Knowledge is power. We’ve all heard it. Maybe we’ve heard it too much, to the point where the message, the value and…well, the power of that statement is not truly appreciated, especially in the data-rich world we live in today.
While variations of the expression above have been around for thousands of years, the core message is most often attributed to Francis Bacon, an English philosopher born in the 16th century.1 Bacon’s use of the phrase was actually in an essay on religion; however, the saying has since been adopted as a motivational and inspirational catchphrase for parents, teachers, and, of course, business professionals. Specific to our cause, we will address marketing professionals.
In today’s marketing environment, knowledge—and the subsequent power that’s derived from it—are rooted in analytics and data-driven decision-making. You might say the message has evolved to:
data=knowledge, knowledge=power, DATA=POWER
Successful decision-makers and key influencers—strategists, account leads, media planners, CMOs, CADs (Chief Acronym DuJour)—embody the spirit of that data-to-power relationship. These stakeholders work hand in hand with analytics folks and embrace the culture of utilizing the vast amount of data that’s available today toward making smarter marketing decisions.
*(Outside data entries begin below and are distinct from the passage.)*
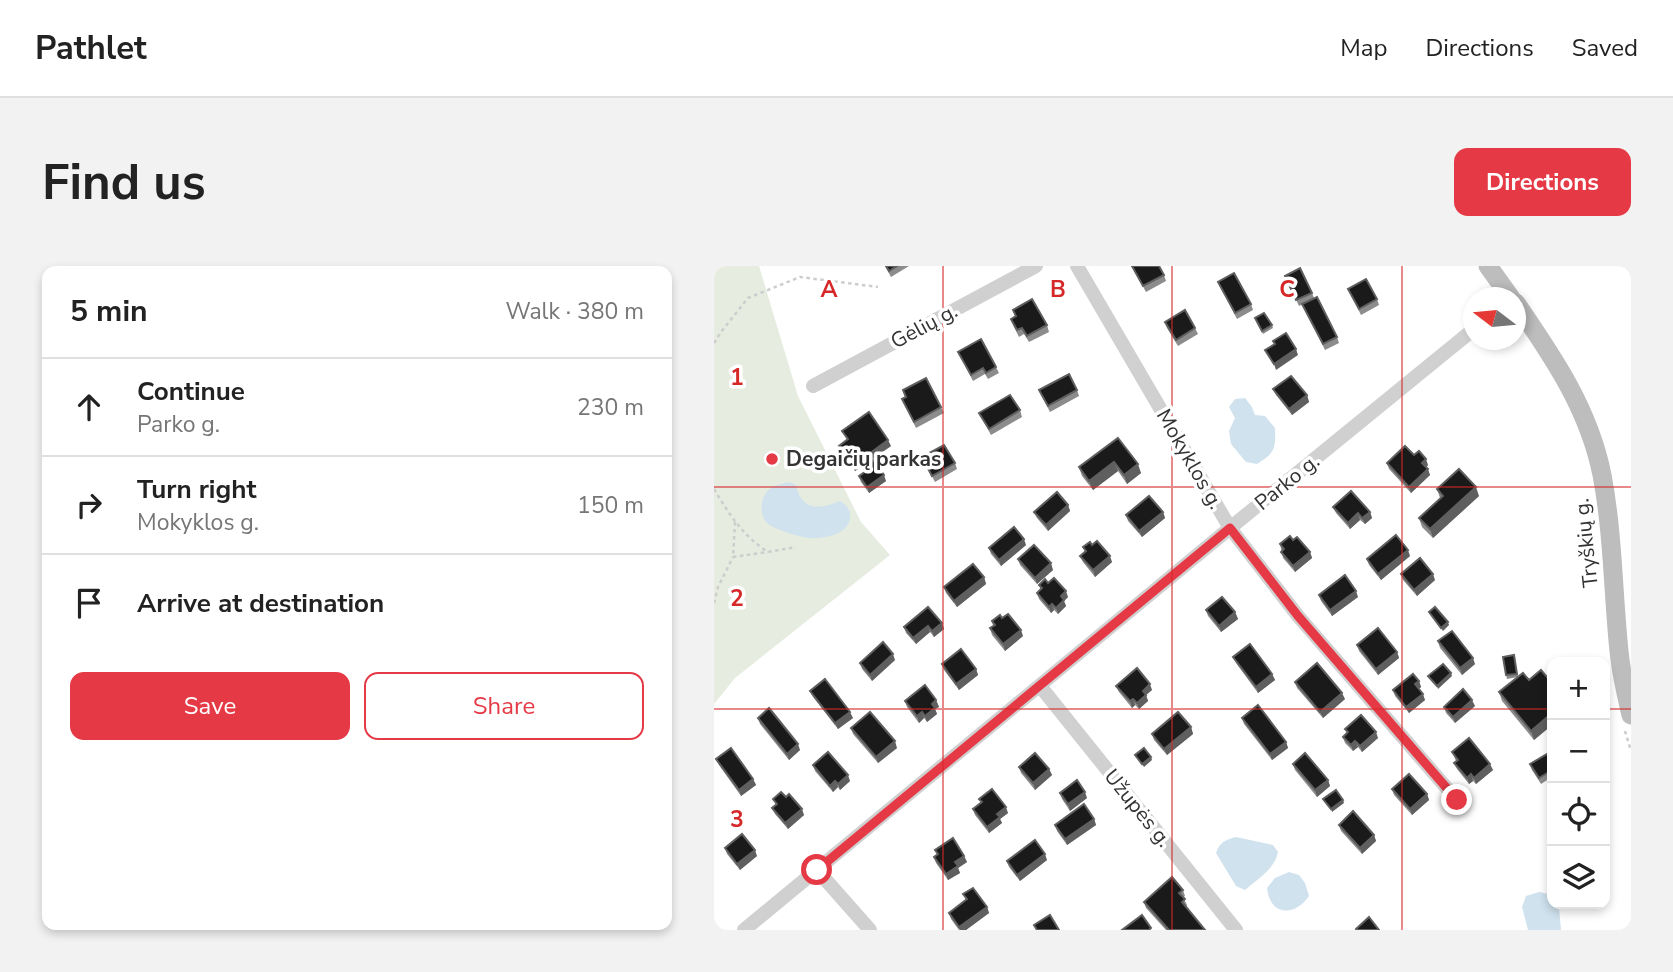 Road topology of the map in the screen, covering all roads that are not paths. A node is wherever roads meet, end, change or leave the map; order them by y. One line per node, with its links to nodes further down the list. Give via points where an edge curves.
1 (1036, 266): 7 (street, Gėlių g.)
2 (1077, 266): 8 (street, Mokyklos g.)
3 (1488, 266): 4 (main road)
4 (1503, 287)
5 (1526, 318): 10 (main road, Tryškių g., via 1561,371 1593,443 1611,538)
6 (1463, 338): 8 (street, Parko g.)
7 (813, 386)
8 (1230, 528): 9 (street, Parko g.); 11 (street, Mokyklos g., via 1298,616)
9 (1040, 686): 12 (street, Parko g.); 15 (street, Užupės g.)
10 (1627, 722)
11 (1457, 800)
12 (817, 870): 13 (street, Parko g.); 14 (street)
13 (744, 930)
14 (870, 930)
15 (1236, 930)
We need to constantly evaluate key business questions using supporting data to shape those decisions—questions such as:
- What does my audience look like? (target size, buying habits, demographic)
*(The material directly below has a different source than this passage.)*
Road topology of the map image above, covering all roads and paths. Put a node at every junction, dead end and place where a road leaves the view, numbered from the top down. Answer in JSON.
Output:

- Where is my audience? (channel preference, geo-targeting)
- How much of my audience can I expect to convert? (predictive analysis)
- What content is resonating with my audience? (path flow, engagement analysis, social shares)
- What is the relevant message for my audience? (media performance analysis
- & optimization)
When are the best times to communicate with my audience? (dayparting implementation & analysis)
- Why is Bacon so awesome? (no analysis required; some things we just accept)
So we’re back to the bacon? Sort of, but before we get to the food product, let’s jump back to Francis and his statement. Knowledge is definitely power, and data can drive that knowledge. Analytics should be the fuel constantly feeding the marketing engine.
Yes, you can make the case that Mr. Bacon’s expression has been overcooked (and who likes their bacon overcooked?). You can also make the case that data analysis can be overcooked as well. Let’s be honest, either too much data analysis or too much bacon can produce undesirable intestinal reactions. But with the right amount at the right time? It’s a home run.
To take it a step further, you can go to Denny’s and order pancakes, hash browns and eggs—but to truly make it a Grand Slam, you need the bacon! Just ask your friendly analytics server; they’ll set you up.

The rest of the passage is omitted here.